Are you familiar with IIHS? That’s the Insurance Institute for Highway Safety. You probably know them as the crash test people (not to be confused with those crash test people) but, more broadly, IIHS is a watchdog group that was put together to study ways to make cars safer. Why? Because safer cars reduce accident frequency and severity—two things you want less of when you’re in the insurance business.

“Showing a stunt driver zooming around a tight turn in the rain might seem harmless,” Harkey said. “The fine print may caution that it’s a professional driver on a closed course, but the message they convey is that you can drive this way too.”

This pervasive tendency to lean into the performance advantages of modern powertrains and driver aids is sending the wrong message, IIHS argues, which may actually contribute to aggressive driving and, ultimately, to more-frequent crashes and speeding infractions. Because they’d prefer you do less of both, IIHS’s analysts keep a close eye on everything that influences driver safety, from the cars themselves (hence the crash tests) to human factors and societal trends. That’s how the Institute’s latest study came to be.

“From 1950s hot-rod songs to action-film franchises like The Fast and the Furious, speed has long been a celebrated part of U.S. car culture,” the summary said. “Vehicle advertisements — unlike movies or music — are designed specifically to persuade. Many of them present high-performance driving as something consumers can purchase and experience.”

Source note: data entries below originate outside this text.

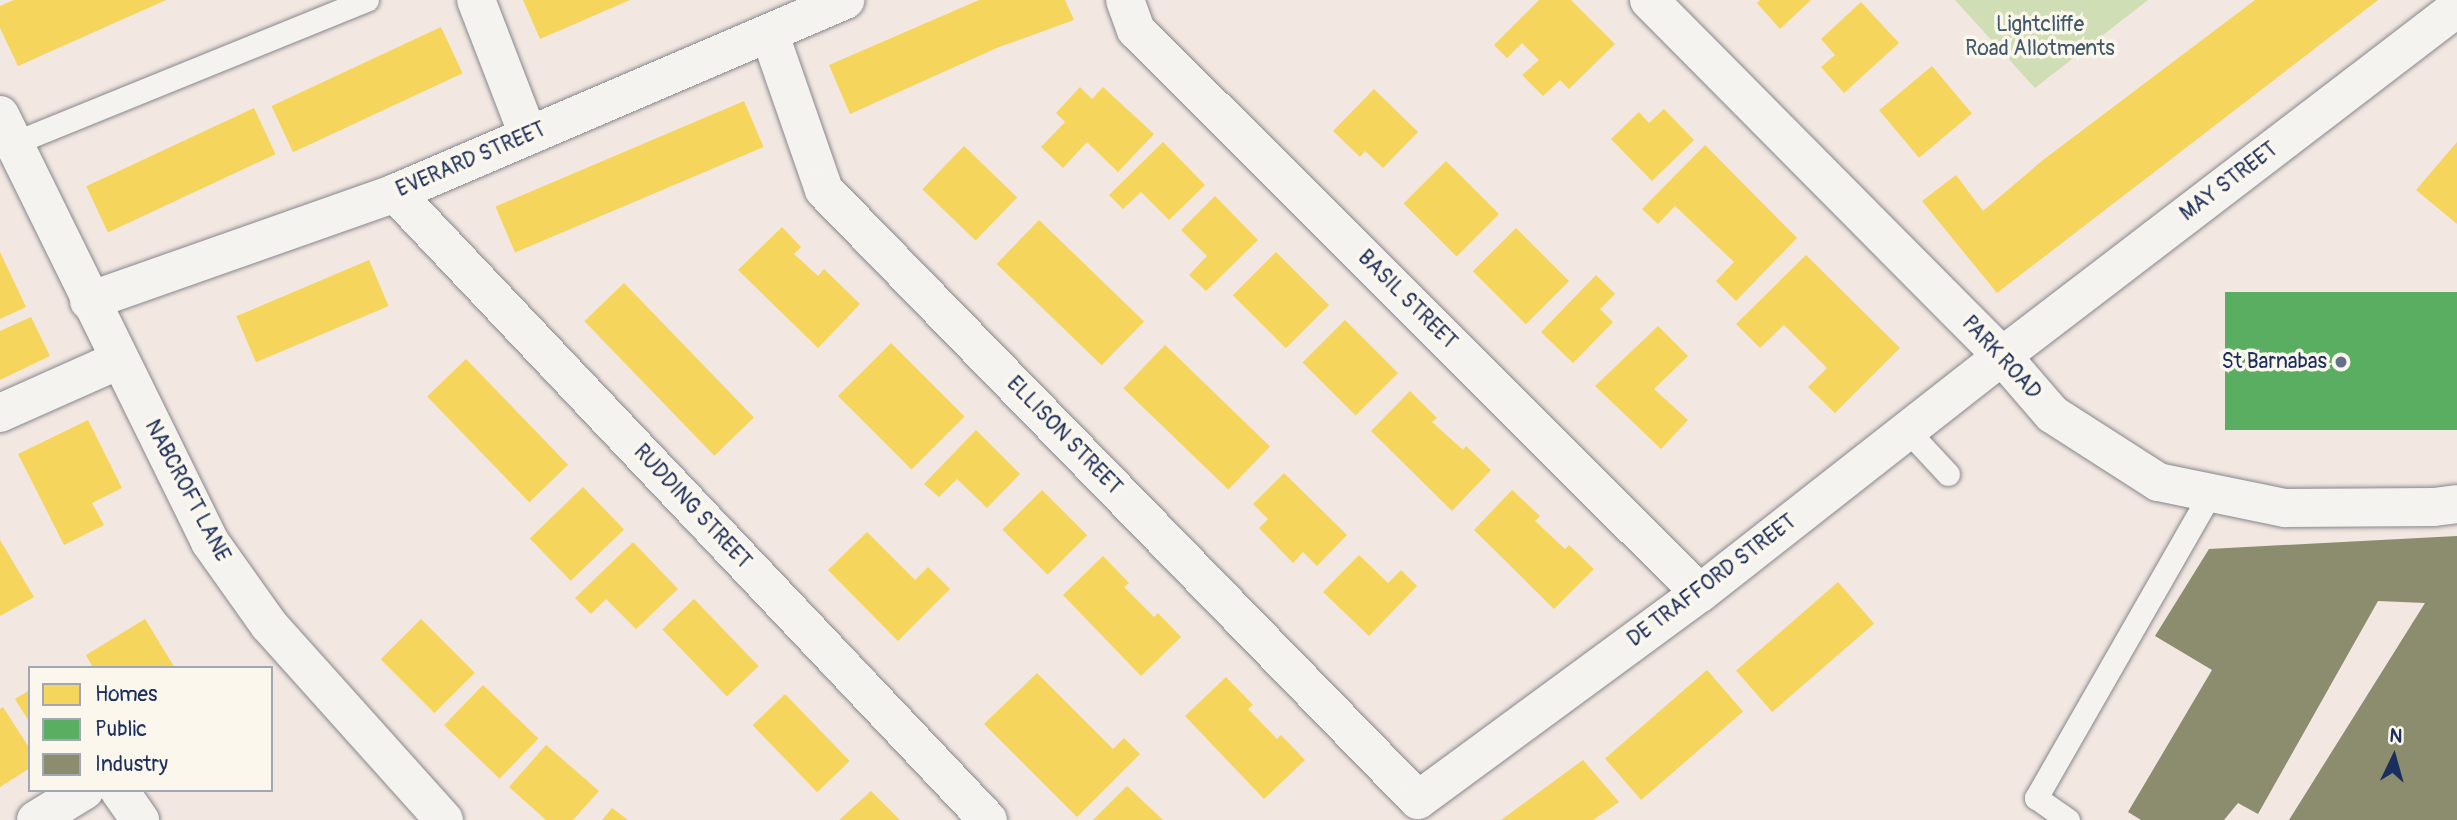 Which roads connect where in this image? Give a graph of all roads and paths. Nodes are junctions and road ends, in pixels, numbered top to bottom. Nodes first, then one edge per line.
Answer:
1 (367, 0) edge
2 (476, 0) edge
3 (845, 0) edge
4 (1125, 0) edge
5 (1649, 0) edge
6 (2457, 8) edge
7 (770, 35) junction
8 (7, 129) edge
9 (528, 135) junction
10 (395, 193) junction
11 (89, 301) junction
12 (2002, 356) junction
13 (119, 360) junction
14 (0, 414) edge
15 (1908, 430) junction
16 (1948, 474) dead end
17 (2211, 493) junction
18 (2457, 504) edge
19 (1700, 593) junction
20 (82, 792) edge
21 (119, 792) edge
22 (1418, 800) joint
23 (36, 820) edge
24 (140, 820) edge
25 (444, 820) edge
26 (988, 820) edge
27 (2068, 820) edge

1 - 8 lane
2 - 9 street
3 - 7 street, EVERARD STREET
4 - 19 street, BASIL STREET
5 - 12 street, PARK ROAD
6 - 12 street, MAY STREET
7 - 9 street, EVERARD STREET
7 - 22 street, ELLISON STREET
8 - 11 street, NABCROFT LANE
9 - 10 street, EVERARD STREET
10 - 11 street, EVERARD STREET
10 - 26 street, RUDDING STREET
11 - 13 street, NABCROFT LANE
12 - 15 street, DE TRAFFORD STREET
12 - 17 street, PARK ROAD
13 - 14 street
13 - 25 street, NABCROFT LANE
15 - 16 lane
15 - 19 street, DE TRAFFORD STREET
17 - 18 street, PARK ROAD
17 - 27 lane
19 - 22 street, DE TRAFFORD STREET
20 - 23 street
21 - 24 street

Heh, yeah. And plenty of them are pretty good at it. We’ve even seen examples of automakers and Hollywood blurring those lines. As IIHS itself pointed out, this is nothing new. The watchdog cites the 1990 Nissan 300ZX Super Bowl “Dream” spot as a prime example; sticking with that same theme, Chevy had to ditch a commercial for the C6 Corvette over similar outcry.

After analyzing more than 2500 television, internet and social media car advertisements, IIHS says that modern marketing strategies lean even more on performance than they did in the past.

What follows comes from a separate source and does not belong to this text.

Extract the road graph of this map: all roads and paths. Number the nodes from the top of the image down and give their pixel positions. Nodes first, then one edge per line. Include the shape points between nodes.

“Across the full study period, performance was the most common theme, appearing in 43% of ads,” the summary said. “About 16% included speed or speeding, and 28% emphasized traction.”

“By comparison, only 8% of ads highlighted safety,” IIHS added.

Statistically speaking, this trend is being driven at least partially by the rise in performance-based marketing of trucks and SUVs—something that used to be the domain of sedans and coupes.

“The probability that an ad for an SUV would be themed around performance rose from 28% in 2018 to 45% in 2022,” IIHS’s summary said. “Depictions of speed or speeding were much more common in sedan advertising than in ads for pickups and SUVs. In 2020, speed or speeding themes appeared in 47% of sedan ads, compared with 11% of SUV ads and 5% of pickup ads.”

IIHS says there’s at least some evidence to suggest that this marketing strategy influences driver behavior. The uptick in speed-centric advertising correlated with an uptick in crash-related road fatalities during the same period. Coincidence or causation? IIHS argues it’s the latter.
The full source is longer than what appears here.